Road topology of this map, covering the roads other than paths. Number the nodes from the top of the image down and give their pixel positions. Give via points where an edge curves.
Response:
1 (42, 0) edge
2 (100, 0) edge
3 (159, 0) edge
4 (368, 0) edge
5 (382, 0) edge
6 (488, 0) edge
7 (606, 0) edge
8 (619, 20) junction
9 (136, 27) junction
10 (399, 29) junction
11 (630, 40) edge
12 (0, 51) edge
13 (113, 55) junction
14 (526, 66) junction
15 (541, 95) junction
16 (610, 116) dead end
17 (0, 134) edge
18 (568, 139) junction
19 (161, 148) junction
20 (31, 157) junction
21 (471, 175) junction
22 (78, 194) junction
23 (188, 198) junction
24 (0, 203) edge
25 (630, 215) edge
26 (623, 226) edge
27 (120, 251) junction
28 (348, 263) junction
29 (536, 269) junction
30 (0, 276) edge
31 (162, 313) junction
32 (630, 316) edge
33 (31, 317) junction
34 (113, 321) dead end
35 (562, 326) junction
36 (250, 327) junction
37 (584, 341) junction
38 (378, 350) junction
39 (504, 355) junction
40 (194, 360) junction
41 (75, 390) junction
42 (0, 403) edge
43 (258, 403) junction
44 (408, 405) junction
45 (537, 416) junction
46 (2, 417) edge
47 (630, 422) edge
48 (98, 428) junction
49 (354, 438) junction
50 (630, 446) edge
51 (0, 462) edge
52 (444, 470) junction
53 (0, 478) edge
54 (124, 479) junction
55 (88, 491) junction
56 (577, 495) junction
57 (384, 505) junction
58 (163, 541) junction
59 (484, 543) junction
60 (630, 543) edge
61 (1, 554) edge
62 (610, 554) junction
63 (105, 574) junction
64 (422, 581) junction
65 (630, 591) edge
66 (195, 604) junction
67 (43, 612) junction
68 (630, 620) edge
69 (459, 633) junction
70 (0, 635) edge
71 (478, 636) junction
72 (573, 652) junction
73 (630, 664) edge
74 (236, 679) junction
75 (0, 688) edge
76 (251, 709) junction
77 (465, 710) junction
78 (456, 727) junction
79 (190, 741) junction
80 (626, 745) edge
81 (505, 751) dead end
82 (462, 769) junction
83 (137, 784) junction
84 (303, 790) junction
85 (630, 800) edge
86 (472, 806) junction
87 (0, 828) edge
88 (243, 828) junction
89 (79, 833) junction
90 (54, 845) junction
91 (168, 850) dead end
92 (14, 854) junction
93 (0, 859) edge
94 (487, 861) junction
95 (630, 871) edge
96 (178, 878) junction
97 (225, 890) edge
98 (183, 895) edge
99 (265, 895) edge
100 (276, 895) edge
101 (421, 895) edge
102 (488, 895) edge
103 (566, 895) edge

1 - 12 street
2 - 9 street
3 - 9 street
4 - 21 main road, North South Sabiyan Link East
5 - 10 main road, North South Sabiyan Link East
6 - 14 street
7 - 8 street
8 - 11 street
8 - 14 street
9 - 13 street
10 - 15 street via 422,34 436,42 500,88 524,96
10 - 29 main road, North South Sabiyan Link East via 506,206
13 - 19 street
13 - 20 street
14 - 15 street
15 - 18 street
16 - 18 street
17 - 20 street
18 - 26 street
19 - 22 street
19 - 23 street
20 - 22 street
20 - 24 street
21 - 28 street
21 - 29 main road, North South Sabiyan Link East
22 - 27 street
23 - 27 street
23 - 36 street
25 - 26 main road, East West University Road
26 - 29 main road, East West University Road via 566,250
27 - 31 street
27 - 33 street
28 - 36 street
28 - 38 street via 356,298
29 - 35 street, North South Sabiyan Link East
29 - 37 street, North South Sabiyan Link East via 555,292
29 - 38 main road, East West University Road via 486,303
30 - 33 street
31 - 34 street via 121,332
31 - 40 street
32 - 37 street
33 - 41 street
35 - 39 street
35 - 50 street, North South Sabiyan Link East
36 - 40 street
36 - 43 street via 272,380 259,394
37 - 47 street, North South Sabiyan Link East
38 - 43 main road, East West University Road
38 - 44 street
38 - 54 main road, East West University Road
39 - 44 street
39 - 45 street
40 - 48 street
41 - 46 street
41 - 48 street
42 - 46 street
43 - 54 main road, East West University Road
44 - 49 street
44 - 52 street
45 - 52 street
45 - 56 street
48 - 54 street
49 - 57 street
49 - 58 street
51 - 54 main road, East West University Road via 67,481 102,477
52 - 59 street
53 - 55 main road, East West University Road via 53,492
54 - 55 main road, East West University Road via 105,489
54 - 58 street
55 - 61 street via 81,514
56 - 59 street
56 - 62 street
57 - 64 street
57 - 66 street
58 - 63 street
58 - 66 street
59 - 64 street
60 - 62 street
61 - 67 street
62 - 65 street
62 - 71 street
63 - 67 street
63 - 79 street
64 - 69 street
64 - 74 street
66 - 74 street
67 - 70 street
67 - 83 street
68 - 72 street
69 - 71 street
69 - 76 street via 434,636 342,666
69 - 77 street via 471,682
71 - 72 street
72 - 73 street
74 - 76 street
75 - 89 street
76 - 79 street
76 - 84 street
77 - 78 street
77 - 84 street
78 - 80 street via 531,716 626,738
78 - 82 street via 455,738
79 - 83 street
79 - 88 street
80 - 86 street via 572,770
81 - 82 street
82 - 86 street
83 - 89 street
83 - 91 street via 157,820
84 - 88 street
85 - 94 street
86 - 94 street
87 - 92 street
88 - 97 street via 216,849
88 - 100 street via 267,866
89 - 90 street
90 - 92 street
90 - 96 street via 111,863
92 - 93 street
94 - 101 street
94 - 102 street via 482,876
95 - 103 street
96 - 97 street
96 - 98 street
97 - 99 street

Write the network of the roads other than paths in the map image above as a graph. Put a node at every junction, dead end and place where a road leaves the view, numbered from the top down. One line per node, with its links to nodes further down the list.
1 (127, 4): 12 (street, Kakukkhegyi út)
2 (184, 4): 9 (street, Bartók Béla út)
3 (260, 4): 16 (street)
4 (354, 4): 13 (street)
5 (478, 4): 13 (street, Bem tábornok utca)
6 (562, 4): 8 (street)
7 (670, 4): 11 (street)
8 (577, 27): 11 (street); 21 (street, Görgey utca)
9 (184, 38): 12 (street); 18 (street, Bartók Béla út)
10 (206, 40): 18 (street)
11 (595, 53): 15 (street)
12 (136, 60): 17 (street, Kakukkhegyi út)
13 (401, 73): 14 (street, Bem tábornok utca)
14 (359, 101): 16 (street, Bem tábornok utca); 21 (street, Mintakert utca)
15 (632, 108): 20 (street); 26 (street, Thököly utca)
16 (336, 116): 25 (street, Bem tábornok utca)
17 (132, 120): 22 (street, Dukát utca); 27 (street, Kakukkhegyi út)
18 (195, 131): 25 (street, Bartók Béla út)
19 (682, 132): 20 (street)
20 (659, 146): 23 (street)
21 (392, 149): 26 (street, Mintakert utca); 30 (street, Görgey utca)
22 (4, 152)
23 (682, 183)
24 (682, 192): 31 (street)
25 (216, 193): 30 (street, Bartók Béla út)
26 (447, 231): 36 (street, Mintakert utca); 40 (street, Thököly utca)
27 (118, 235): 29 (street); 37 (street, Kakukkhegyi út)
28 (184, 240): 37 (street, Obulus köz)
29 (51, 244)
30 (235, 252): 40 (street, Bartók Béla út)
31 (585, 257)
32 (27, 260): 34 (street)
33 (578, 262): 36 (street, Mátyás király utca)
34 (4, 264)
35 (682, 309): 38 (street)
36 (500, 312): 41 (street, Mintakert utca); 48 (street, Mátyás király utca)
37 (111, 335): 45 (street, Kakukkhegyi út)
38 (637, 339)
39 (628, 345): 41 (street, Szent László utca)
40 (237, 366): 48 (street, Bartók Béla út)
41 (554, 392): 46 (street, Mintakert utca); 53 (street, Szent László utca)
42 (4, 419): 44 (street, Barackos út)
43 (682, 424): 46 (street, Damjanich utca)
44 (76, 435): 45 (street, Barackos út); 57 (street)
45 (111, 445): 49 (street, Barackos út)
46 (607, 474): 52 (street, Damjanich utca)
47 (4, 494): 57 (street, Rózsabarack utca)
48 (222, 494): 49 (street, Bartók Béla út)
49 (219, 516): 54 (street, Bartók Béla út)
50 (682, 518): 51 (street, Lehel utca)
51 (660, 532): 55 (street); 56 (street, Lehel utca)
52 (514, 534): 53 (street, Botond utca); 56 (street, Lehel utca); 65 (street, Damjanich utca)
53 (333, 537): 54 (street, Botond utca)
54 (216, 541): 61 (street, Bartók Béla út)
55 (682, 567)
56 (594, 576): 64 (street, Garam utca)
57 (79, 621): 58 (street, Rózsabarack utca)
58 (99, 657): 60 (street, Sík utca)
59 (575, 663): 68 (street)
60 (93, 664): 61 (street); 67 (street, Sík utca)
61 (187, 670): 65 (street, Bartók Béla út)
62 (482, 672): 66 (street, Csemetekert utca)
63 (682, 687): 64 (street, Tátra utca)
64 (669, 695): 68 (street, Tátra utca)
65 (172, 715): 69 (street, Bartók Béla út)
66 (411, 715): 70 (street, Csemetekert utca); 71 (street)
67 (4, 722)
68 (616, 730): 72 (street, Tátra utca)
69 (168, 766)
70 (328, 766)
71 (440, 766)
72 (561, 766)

========================================

HOW TO COMPLETE THIS TASK
Pick out, from the lines above, every one that contains the string "Mátyás".

RESPONSE AREA
33 (578, 262): 36 (street, Mátyás király utca)
36 (500, 312): 41 (street, Mintakert utca); 48 (street, Mátyás király utca)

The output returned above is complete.